• What to produce
Repeat all of the data below word for word, keeping no images.

[[ Record set open ]]

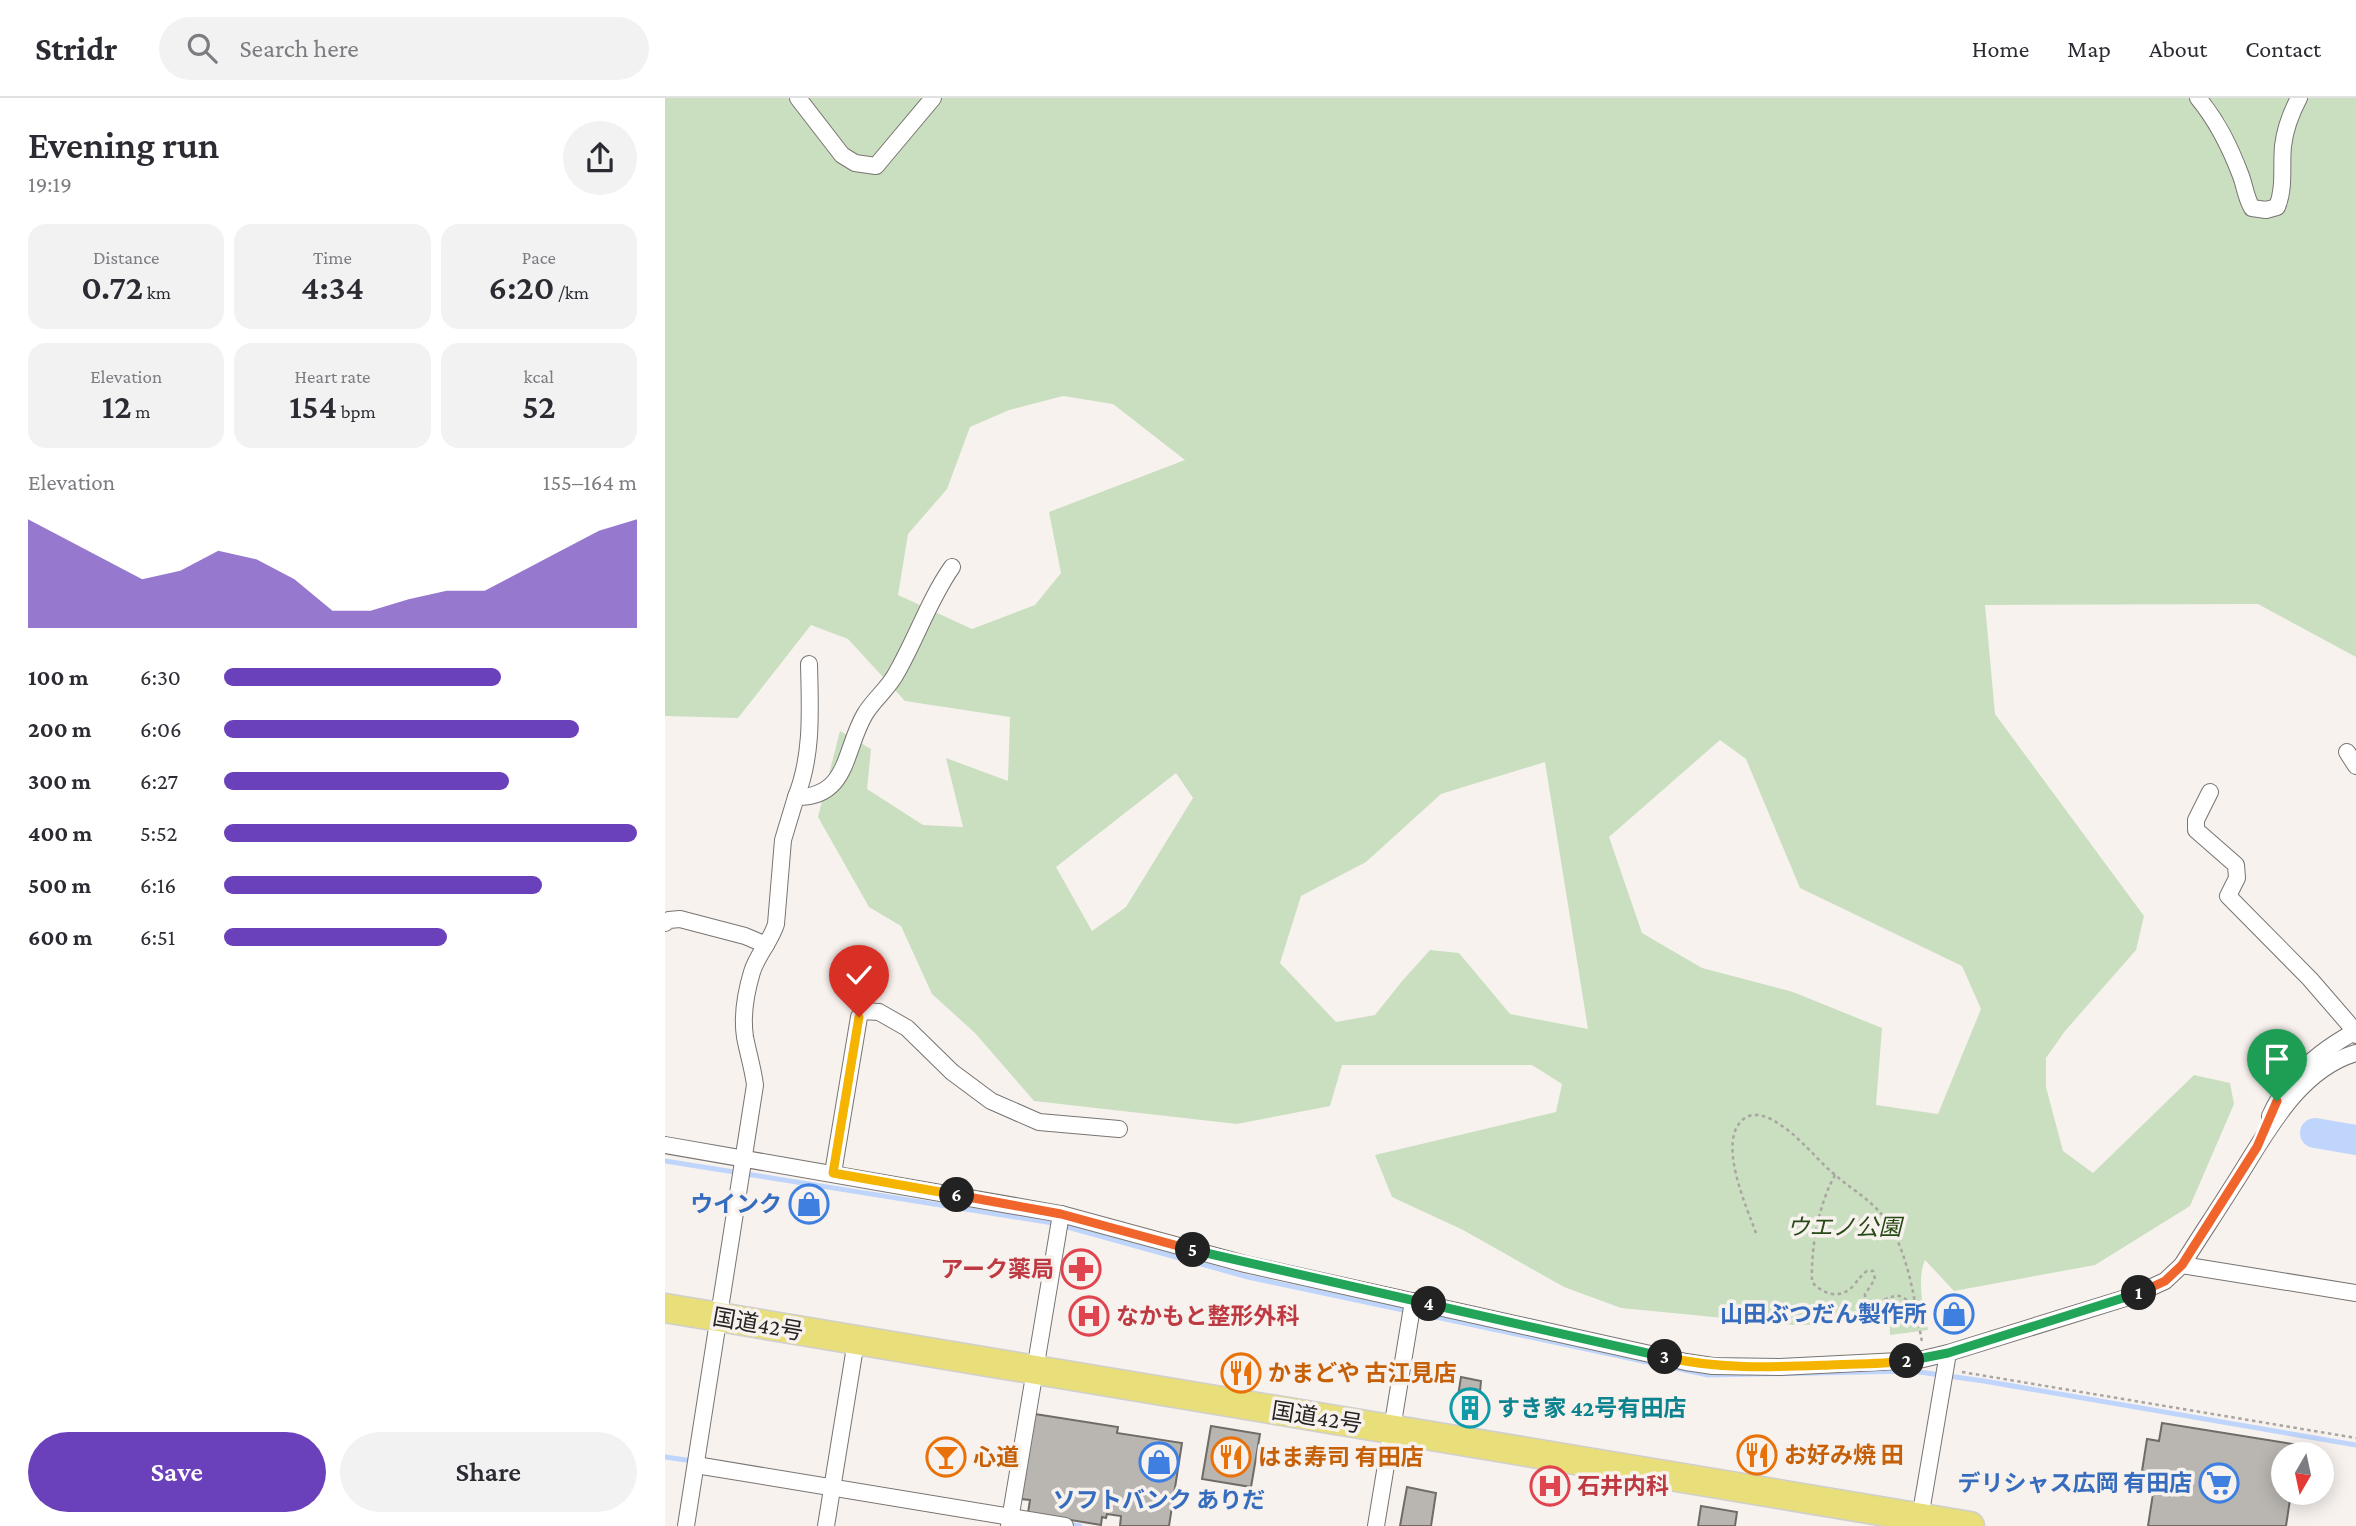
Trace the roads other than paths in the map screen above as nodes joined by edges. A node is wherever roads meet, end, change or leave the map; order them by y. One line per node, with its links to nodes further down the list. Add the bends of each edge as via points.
1 (798, 98): 2 (street, via 842,155 855,163 876,166)
2 (933, 98)
3 (2198, 98): 4 (street, via 2215,119 2247,200 2252,208 2266,210 2277,207 2282,196 2283,145)
4 (2299, 98)
5 (952, 567): 10 (street, via 936,590 897,673 866,712 837,779 824,792)
6 (809, 664): 10 (street, via 809,754)
7 (2347, 752): 8 (street)
8 (2356, 766)
9 (2210, 792): 13 (street, via 2196,830 2237,865 2237,878 2228,896)
10 (796, 797): 12 (street, via 783,840 776,924)
11 (665, 923): 12 (street, via 680,919)
12 (766, 945): 18 (street, via 752,971 744,1016 755,1085)
13 (2356, 1032): 17 (street, via 2317,1056 2289,1082)
14 (2356, 1053): 17 (street, via 2302,1087)
15 (1119, 1129): 19 (street, via 1039,1122 991,1101 952,1072 907,1028 879,1012 863,1011)
16 (665, 1145): 18 (street)
17 (2257, 1147): 21 (street)
18 (745, 1158): 19 (street); 25 (street)
19 (833, 1173): 20 (street)
20 (1061, 1214): 23 (street, via 1235,1261); 28 (street)
21 (2182, 1265): 22 (street); 27 (street, via 2165,1281 2133,1296)
22 (2356, 1293)
23 (1413, 1301): 27 (street, via 1700,1364 1780,1367 1927,1358); 29 (street)
24 (665, 1308): 25 (highway, 国道42号)
25 (720, 1317): 26 (highway, 国道42号); 30 (street)
26 (856, 1341): 28 (highway, 国道42号); 31 (street)
27 (1947, 1361): 33 (street)
28 (1035, 1371): 29 (highway, 国道42号); 32 (street)
29 (1393, 1430): 33 (highway, 国道42号); 37 (street)
30 (696, 1465): 31 (street); 34 (street)
31 (832, 1487): 32 (street); 35 (street)
32 (1010, 1521): 36 (street)
33 (1919, 1522): 38 (highway, 国道42号)
34 (686, 1526)
35 (826, 1526)
36 (1065, 1526)
37 (1377, 1526)
38 (1970, 1526)

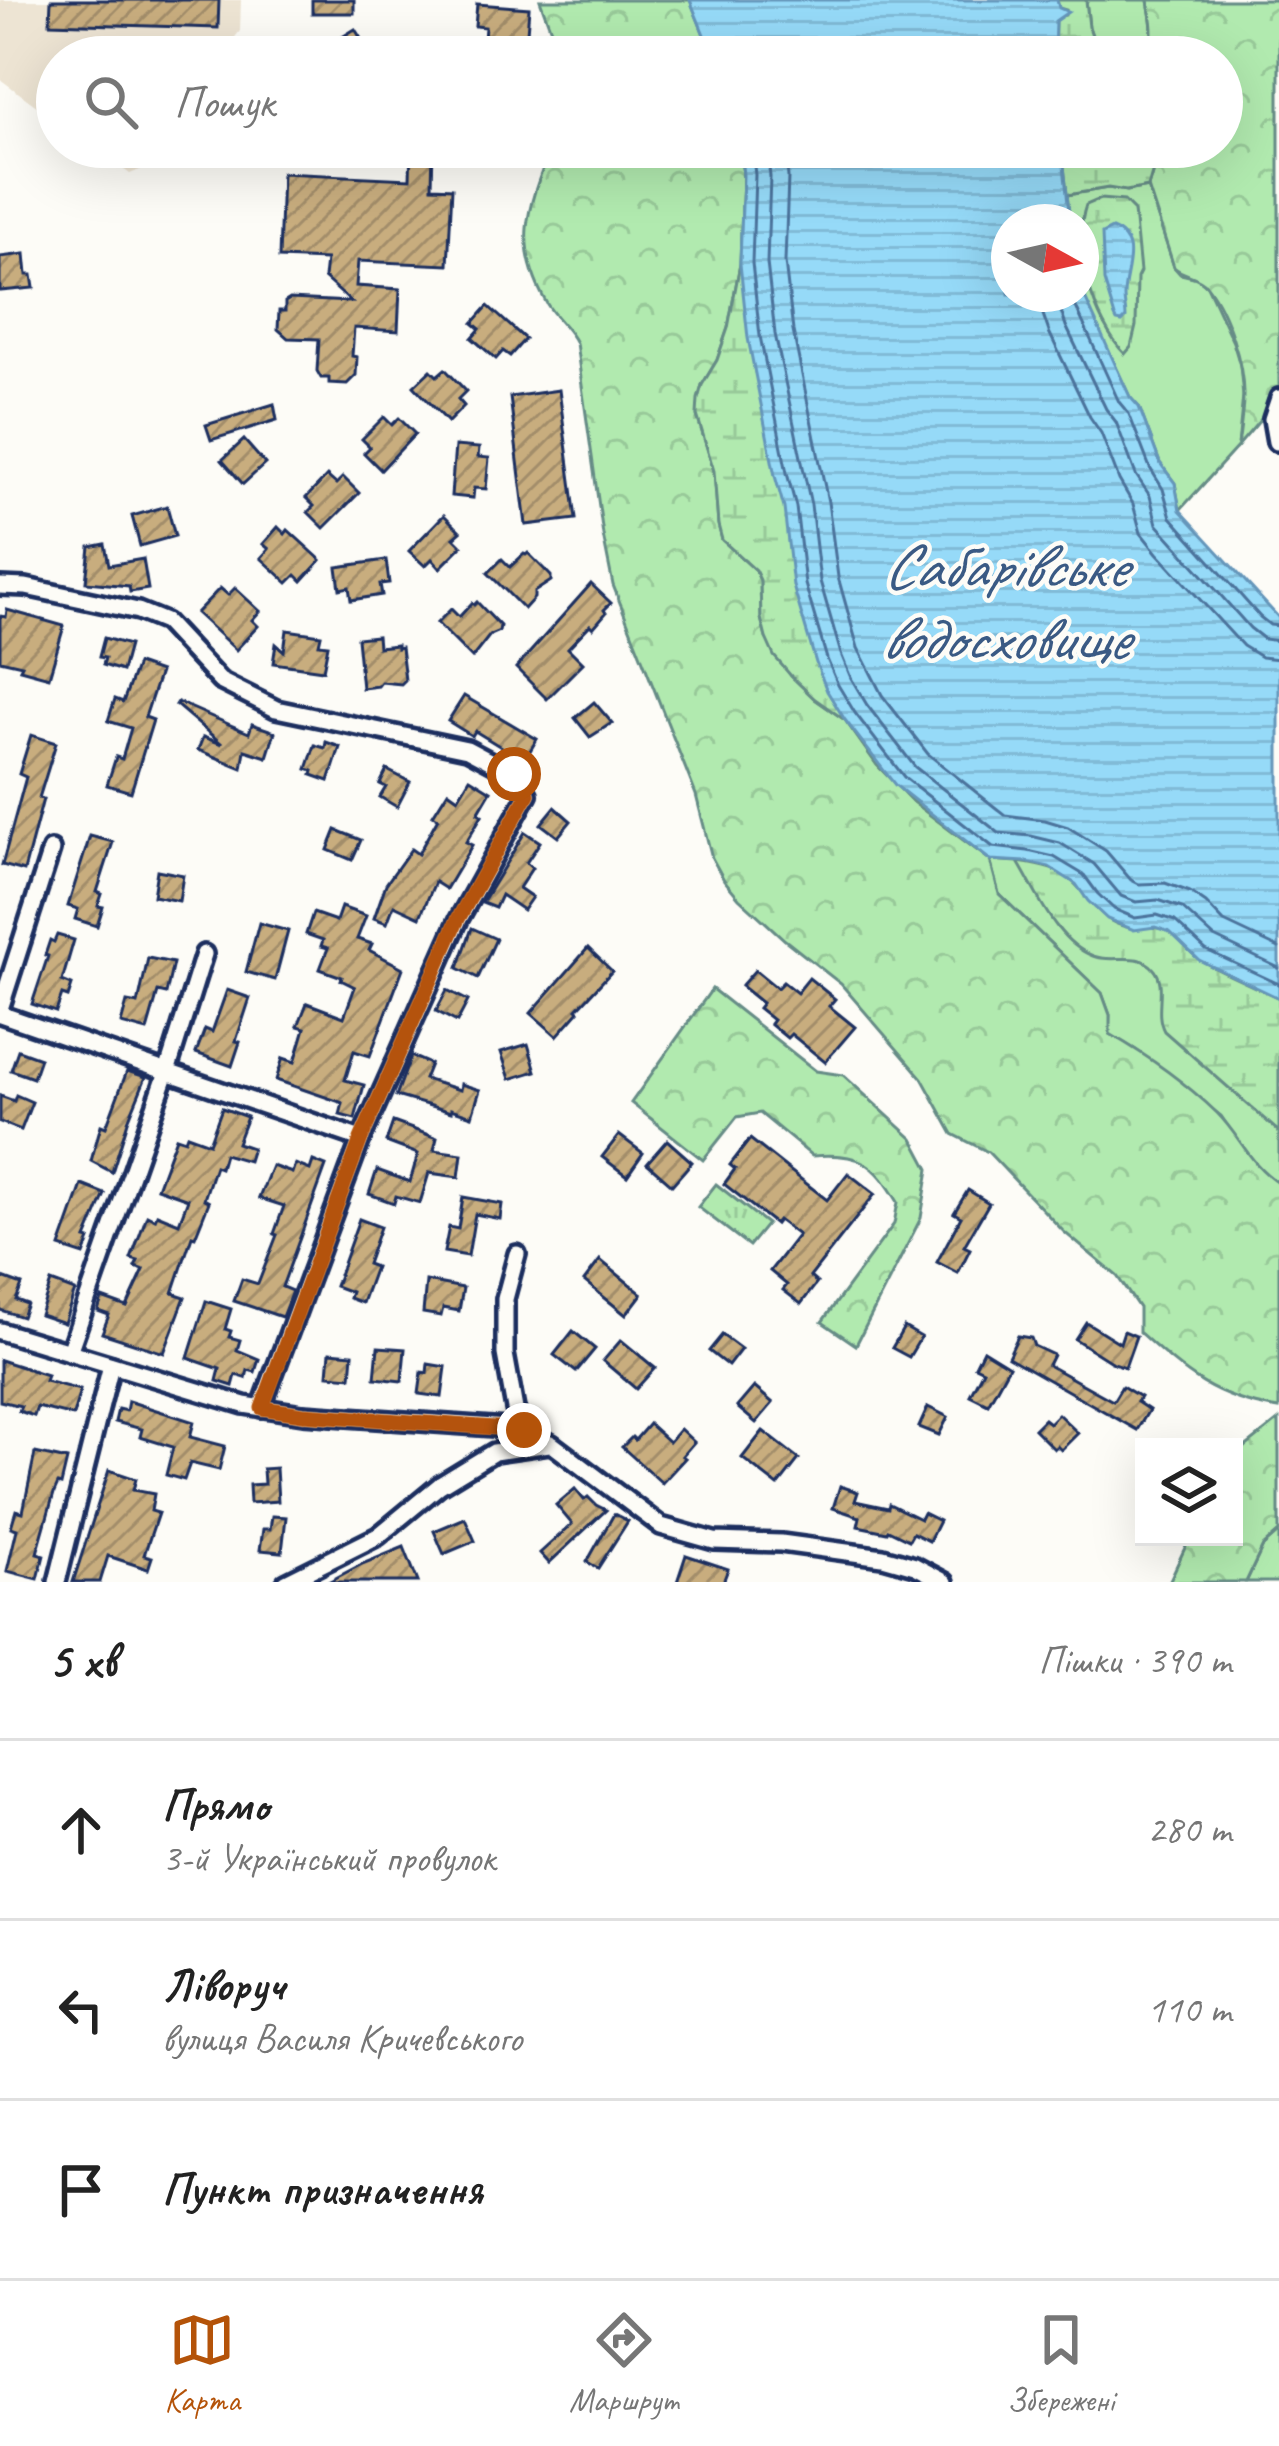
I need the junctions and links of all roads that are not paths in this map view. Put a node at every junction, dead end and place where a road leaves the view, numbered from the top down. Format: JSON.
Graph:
{"nodes":[{"id":1,"x":1279,"y":398,"type":"edge"},
{"id":2,"x":1276,"y":442,"type":"edge"},
{"id":3,"x":0,"y":586,"type":"edge"},
{"id":4,"x":51,"y":850,"type":"dead end"},
{"id":5,"x":204,"y":954,"type":"dead end"},
{"id":6,"x":0,"y":1011,"type":"edge"},
{"id":7,"x":167,"y":1072,"type":"junction"},
{"id":8,"x":361,"y":1139,"type":"junction"},
{"id":9,"x":517,"y":1254,"type":"dead end"},
{"id":10,"x":0,"y":1331,"type":"edge"},
{"id":11,"x":69,"y":1352,"type":"junction"},
{"id":12,"x":111,"y":1365,"type":"junction"},
{"id":13,"x":262,"y":1408,"type":"junction"},
{"id":14,"x":524,"y":1430,"type":"junction"},
{"id":15,"x":552,"y":1444,"type":"junction"},
{"id":16,"x":56,"y":1582,"type":"edge"},
{"id":17,"x":286,"y":1582,"type":"edge"},
{"id":18,"x":945,"y":1582,"type":"edge"}],
"edges":[{"from":1,"to":2,"type":"street"},
{"from":3,"to":8,"type":"street"},
{"from":4,"to":6,"type":"street"},
{"from":5,"to":7,"type":"street"},
{"from":6,"to":7,"type":"street"},
{"from":7,"to":8,"type":"street"},
{"from":7,"to":11,"type":"street"},
{"from":8,"to":13,"type":"street"},
{"from":9,"to":14,"type":"street"},
{"from":10,"to":11,"type":"street"},
{"from":11,"to":12,"type":"street"},
{"from":12,"to":13,"type":"street"},
{"from":12,"to":16,"type":"street"},
{"from":13,"to":14,"type":"street"},
{"from":14,"to":15,"type":"street"},
{"from":15,"to":17,"type":"street"},
{"from":15,"to":18,"type":"street"}]}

[[ Record set closed ]]

• Result
Trace the roads other than paths in the map screen above as nodes joined by edges. A node is wherever roads meet, end, change or leave the map; order them by y. One line per node, with its links to nodes further down the list. Add the bends of each edge as via points.
1 (798, 98): 2 (street, via 842,155 855,163 876,166)
2 (933, 98)
3 (2198, 98): 4 (street, via 2215,119 2247,200 2252,208 2266,210 2277,207 2282,196 2283,145)
4 (2299, 98)
5 (952, 567): 10 (street, via 936,590 897,673 866,712 837,779 824,792)
6 (809, 664): 10 (street, via 809,754)
7 (2347, 752): 8 (street)
8 (2356, 766)
9 (2210, 792): 13 (street, via 2196,830 2237,865 2237,878 2228,896)
10 (796, 797): 12 (street, via 783,840 776,924)
11 (665, 923): 12 (street, via 680,919)
12 (766, 945): 18 (street, via 752,971 744,1016 755,1085)
13 (2356, 1032): 17 (street, via 2317,1056 2289,1082)
14 (2356, 1053): 17 (street, via 2302,1087)
15 (1119, 1129): 19 (street, via 1039,1122 991,1101 952,1072 907,1028 879,1012 863,1011)
16 (665, 1145): 18 (street)
17 (2257, 1147): 21 (street)
18 (745, 1158): 19 (street); 25 (street)
19 (833, 1173): 20 (street)
20 (1061, 1214): 23 (street, via 1235,1261); 28 (street)
21 (2182, 1265): 22 (street); 27 (street, via 2165,1281 2133,1296)
22 (2356, 1293)
23 (1413, 1301): 27 (street, via 1700,1364 1780,1367 1927,1358); 29 (street)
24 (665, 1308): 25 (highway, 国道42号)
25 (720, 1317): 26 (highway, 国道42号); 30 (street)
26 (856, 1341): 28 (highway, 国道42号); 31 (street)
27 (1947, 1361): 33 (street)
28 (1035, 1371): 29 (highway, 国道42号); 32 (street)
29 (1393, 1430): 33 (highway, 国道42号); 37 (street)
30 (696, 1465): 31 (street); 34 (street)
31 (832, 1487): 32 (street); 35 (street)
32 (1010, 1521): 36 (street)
33 (1919, 1522): 38 (highway, 国道42号)
34 (686, 1526)
35 (826, 1526)
36 (1065, 1526)
37 (1377, 1526)
38 (1970, 1526)

I need the junctions and links of all roads that are not paths in this map view. Put a node at every junction, dead end and place where a road leaves the view, numbered from the top down. Format: JSON.
Graph:
{"nodes":[{"id":1,"x":1279,"y":398,"type":"edge"},
{"id":2,"x":1276,"y":442,"type":"edge"},
{"id":3,"x":0,"y":586,"type":"edge"},
{"id":4,"x":51,"y":850,"type":"dead end"},
{"id":5,"x":204,"y":954,"type":"dead end"},
{"id":6,"x":0,"y":1011,"type":"edge"},
{"id":7,"x":167,"y":1072,"type":"junction"},
{"id":8,"x":361,"y":1139,"type":"junction"},
{"id":9,"x":517,"y":1254,"type":"dead end"},
{"id":10,"x":0,"y":1331,"type":"edge"},
{"id":11,"x":69,"y":1352,"type":"junction"},
{"id":12,"x":111,"y":1365,"type":"junction"},
{"id":13,"x":262,"y":1408,"type":"junction"},
{"id":14,"x":524,"y":1430,"type":"junction"},
{"id":15,"x":552,"y":1444,"type":"junction"},
{"id":16,"x":56,"y":1582,"type":"edge"},
{"id":17,"x":286,"y":1582,"type":"edge"},
{"id":18,"x":945,"y":1582,"type":"edge"}],
"edges":[{"from":1,"to":2,"type":"street"},
{"from":3,"to":8,"type":"street"},
{"from":4,"to":6,"type":"street"},
{"from":5,"to":7,"type":"street"},
{"from":6,"to":7,"type":"street"},
{"from":7,"to":8,"type":"street"},
{"from":7,"to":11,"type":"street"},
{"from":8,"to":13,"type":"street"},
{"from":9,"to":14,"type":"street"},
{"from":10,"to":11,"type":"street"},
{"from":11,"to":12,"type":"street"},
{"from":12,"to":13,"type":"street"},
{"from":12,"to":16,"type":"street"},
{"from":13,"to":14,"type":"street"},
{"from":14,"to":15,"type":"street"},
{"from":15,"to":17,"type":"street"},
{"from":15,"to":18,"type":"street"}]}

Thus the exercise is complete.